Kid Rock and country stars front a proudly “patriotic” lineup
To make that statement land, TPUSA needed more than rhetoric, it needed names that signal a clear identity. It delivered by putting Kid Rock at the top of the bill, with the rocker promoted as Headlining the Turning Point USA Super Bowl Halftime Show. The rest of the slate leans heavily into Nashville, with Brantley Gilbert, Lee Brice and Gabby Barrett rounding out what organizers describe as a distinctly patriotic and country infused program “for folks who love America.” That pitch, reported in detail as the lineup dropped, leaves no doubt about the target audience.
On social media, the group blasted out graphics declaring “THE LINEUP FOR THE ALL-AMERICAN HALFTIME SHOW IS HERE,” urging fans to watch Kid Rock, Brantley Gilbert, Lee Brice and Gabby Barrett “THIS SUNDAY” as a kind of musical counterprogramming.

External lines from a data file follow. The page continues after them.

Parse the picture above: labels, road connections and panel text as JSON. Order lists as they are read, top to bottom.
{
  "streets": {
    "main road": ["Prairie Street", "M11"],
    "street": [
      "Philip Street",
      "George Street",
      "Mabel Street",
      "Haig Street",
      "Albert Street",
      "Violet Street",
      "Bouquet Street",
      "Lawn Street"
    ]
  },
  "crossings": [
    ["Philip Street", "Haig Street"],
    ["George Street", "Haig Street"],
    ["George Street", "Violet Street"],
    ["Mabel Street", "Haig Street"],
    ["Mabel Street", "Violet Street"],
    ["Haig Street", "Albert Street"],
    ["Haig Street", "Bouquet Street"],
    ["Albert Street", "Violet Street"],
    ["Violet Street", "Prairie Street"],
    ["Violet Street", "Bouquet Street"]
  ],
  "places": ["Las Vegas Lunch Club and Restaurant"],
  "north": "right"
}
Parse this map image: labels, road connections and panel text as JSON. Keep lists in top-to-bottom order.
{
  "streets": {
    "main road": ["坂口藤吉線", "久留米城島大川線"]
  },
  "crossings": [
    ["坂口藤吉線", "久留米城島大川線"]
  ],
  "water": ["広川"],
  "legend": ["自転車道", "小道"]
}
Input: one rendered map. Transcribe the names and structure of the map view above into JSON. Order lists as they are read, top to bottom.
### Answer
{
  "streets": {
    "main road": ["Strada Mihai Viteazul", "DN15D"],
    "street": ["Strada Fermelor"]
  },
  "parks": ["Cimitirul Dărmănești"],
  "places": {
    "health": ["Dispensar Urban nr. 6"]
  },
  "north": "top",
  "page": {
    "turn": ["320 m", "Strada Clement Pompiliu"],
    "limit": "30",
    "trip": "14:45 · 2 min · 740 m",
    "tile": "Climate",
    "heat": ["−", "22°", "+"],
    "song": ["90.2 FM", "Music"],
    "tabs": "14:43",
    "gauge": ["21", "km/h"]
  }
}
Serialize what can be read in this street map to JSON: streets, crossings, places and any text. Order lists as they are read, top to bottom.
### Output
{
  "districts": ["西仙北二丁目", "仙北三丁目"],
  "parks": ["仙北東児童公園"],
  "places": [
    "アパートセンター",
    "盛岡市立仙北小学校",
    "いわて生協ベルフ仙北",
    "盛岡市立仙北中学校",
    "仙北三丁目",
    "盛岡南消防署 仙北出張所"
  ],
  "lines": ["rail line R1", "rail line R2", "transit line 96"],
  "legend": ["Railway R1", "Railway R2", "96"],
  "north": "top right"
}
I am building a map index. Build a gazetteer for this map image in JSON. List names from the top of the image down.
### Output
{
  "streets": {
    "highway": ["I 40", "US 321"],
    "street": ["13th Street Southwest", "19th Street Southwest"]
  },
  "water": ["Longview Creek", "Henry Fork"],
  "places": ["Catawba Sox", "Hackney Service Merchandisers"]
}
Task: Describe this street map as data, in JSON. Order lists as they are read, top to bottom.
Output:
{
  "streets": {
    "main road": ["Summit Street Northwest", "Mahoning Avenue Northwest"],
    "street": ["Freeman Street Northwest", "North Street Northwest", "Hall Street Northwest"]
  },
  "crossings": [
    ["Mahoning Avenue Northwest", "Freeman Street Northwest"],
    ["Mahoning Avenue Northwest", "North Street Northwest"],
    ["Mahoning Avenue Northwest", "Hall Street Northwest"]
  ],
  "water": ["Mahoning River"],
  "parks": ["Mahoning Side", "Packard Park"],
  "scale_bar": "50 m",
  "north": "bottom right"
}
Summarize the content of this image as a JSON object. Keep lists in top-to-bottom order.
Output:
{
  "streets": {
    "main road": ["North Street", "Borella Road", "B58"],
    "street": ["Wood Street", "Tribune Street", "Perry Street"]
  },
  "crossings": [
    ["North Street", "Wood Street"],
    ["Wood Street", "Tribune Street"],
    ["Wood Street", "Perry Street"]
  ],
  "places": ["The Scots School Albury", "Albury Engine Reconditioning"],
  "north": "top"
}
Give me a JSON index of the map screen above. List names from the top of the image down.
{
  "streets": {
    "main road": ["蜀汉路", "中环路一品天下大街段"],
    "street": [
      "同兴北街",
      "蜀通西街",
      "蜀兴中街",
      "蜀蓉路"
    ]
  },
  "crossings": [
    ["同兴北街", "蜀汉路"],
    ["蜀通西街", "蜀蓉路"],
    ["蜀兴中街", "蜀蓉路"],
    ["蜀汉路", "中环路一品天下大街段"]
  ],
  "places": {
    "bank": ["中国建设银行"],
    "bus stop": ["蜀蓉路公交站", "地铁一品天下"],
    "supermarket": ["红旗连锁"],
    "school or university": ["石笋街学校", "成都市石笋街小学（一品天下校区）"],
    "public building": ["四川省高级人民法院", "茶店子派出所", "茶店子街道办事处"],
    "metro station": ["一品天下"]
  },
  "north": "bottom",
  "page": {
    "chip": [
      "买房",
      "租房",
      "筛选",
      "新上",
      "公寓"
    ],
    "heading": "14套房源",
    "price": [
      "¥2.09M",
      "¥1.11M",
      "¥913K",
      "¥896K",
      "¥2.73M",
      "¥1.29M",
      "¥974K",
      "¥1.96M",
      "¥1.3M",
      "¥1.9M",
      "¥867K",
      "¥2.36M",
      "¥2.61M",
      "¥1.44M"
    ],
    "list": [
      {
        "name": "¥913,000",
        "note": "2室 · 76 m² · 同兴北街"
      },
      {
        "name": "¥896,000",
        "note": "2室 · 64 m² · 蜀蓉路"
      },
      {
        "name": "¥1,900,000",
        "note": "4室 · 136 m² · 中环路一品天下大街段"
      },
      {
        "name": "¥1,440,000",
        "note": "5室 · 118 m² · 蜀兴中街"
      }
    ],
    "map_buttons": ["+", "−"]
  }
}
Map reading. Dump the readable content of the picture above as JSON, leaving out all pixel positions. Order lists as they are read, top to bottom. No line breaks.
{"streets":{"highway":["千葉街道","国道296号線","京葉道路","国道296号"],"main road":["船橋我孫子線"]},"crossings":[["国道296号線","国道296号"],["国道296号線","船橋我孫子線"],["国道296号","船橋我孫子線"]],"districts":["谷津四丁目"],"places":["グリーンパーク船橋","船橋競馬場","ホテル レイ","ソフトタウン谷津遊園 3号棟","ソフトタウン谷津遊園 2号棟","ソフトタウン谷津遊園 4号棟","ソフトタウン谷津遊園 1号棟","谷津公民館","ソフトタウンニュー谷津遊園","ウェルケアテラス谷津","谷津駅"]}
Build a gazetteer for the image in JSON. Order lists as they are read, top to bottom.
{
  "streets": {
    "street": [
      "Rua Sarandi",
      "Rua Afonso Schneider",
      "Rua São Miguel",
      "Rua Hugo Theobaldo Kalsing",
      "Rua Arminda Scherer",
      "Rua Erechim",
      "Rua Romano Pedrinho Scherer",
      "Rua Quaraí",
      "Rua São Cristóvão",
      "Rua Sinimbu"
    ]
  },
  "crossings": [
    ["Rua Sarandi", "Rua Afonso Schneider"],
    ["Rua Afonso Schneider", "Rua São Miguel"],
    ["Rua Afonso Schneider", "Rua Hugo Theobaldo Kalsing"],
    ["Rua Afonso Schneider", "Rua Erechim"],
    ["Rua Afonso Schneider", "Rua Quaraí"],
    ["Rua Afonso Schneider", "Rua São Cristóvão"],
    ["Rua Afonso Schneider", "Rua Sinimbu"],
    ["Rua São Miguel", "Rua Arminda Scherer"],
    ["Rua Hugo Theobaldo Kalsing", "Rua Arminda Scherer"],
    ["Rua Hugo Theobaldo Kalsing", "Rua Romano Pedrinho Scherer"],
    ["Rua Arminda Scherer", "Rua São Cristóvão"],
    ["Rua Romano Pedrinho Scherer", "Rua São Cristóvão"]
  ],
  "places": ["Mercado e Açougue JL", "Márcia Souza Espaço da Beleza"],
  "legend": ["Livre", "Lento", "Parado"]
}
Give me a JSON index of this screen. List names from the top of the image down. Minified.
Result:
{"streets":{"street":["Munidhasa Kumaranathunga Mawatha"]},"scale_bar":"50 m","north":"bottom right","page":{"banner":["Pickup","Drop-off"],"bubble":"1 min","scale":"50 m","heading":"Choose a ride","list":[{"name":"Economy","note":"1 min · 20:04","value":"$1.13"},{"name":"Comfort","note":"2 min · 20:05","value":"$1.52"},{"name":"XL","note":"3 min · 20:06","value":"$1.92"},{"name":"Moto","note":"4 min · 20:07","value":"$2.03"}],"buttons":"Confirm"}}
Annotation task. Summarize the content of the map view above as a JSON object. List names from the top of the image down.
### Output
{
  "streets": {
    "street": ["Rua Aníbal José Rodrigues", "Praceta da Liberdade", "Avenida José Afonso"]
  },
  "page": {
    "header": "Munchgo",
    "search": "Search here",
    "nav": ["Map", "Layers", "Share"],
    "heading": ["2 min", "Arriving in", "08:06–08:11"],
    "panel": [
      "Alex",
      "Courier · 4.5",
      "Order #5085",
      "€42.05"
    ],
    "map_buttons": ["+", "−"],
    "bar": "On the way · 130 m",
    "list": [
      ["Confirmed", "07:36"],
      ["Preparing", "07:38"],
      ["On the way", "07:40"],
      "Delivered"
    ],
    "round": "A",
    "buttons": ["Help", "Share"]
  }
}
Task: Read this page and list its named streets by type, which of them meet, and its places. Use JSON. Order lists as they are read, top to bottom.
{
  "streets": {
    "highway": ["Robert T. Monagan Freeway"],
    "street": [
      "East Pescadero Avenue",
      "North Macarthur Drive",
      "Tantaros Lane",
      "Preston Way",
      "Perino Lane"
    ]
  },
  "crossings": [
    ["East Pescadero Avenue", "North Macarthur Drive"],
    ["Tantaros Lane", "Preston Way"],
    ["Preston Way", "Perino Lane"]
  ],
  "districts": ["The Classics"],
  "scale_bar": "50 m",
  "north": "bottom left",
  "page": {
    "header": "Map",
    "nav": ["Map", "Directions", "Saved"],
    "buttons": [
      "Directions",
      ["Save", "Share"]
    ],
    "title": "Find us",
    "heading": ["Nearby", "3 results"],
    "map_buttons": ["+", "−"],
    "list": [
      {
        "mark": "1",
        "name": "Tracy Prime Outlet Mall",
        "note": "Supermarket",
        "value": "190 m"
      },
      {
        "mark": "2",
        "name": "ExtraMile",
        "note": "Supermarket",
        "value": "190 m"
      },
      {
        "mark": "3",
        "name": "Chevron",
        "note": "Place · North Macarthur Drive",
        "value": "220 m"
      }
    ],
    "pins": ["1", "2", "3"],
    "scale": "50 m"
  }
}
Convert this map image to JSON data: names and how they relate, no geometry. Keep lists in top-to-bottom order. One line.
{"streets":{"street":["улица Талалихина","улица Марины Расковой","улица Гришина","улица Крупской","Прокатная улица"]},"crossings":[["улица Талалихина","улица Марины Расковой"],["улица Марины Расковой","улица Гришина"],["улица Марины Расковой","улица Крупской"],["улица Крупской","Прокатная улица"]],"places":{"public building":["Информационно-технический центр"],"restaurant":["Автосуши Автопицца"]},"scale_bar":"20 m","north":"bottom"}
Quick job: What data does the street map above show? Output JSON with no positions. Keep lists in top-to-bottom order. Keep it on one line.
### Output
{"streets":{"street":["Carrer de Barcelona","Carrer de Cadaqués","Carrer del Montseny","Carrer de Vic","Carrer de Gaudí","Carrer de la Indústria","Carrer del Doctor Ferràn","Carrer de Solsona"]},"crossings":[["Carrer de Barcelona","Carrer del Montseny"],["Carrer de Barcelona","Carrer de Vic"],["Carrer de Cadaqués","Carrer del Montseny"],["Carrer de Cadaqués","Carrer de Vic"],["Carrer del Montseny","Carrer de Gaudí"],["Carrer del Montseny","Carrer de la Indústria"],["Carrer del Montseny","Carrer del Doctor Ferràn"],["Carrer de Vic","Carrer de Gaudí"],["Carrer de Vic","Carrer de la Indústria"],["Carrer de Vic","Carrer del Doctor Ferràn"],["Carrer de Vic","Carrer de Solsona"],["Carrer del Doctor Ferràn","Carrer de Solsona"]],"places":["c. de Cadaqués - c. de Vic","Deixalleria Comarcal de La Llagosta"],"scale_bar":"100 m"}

That all caps rollout, shared on THE LINEUP announcement, was followed by more detailed rundowns explaining that the Turning Point USA All-American Halftime Show would feature Kid Rock, Brantley Gilbert and Gabby Barrett as part of a roster unveiled by Turning Point USA. Another breakdown highlighted that the Halftime Show Performers Include a Big Trump Supporter and an American Idol Contestant, underscoring how closely the music is tied to the movement’s political brand through Halftime Show Performers messaging.
“I’ll take this over Woke Bunny”: identity politics in two playlists
Trump Jr’s “I’ll take this over Woke Bunny” line is not just a throwaway insult, it is a thesis statement about what he thinks halftime should look like. One analysis of the moment argued that if you strip everything down, the fight is not really about Bad Bunny or Kid Rock, it is about identity, with conservatives and progressives drawing very different conclusions from the same booking decisions. That framing, captured in a piece noting how fans weigh Strip Bad Bunny against Kid Rock, helps explain why a halftime show has become a proxy battle over patriotism, race, language and what “real America” supposedly listens to.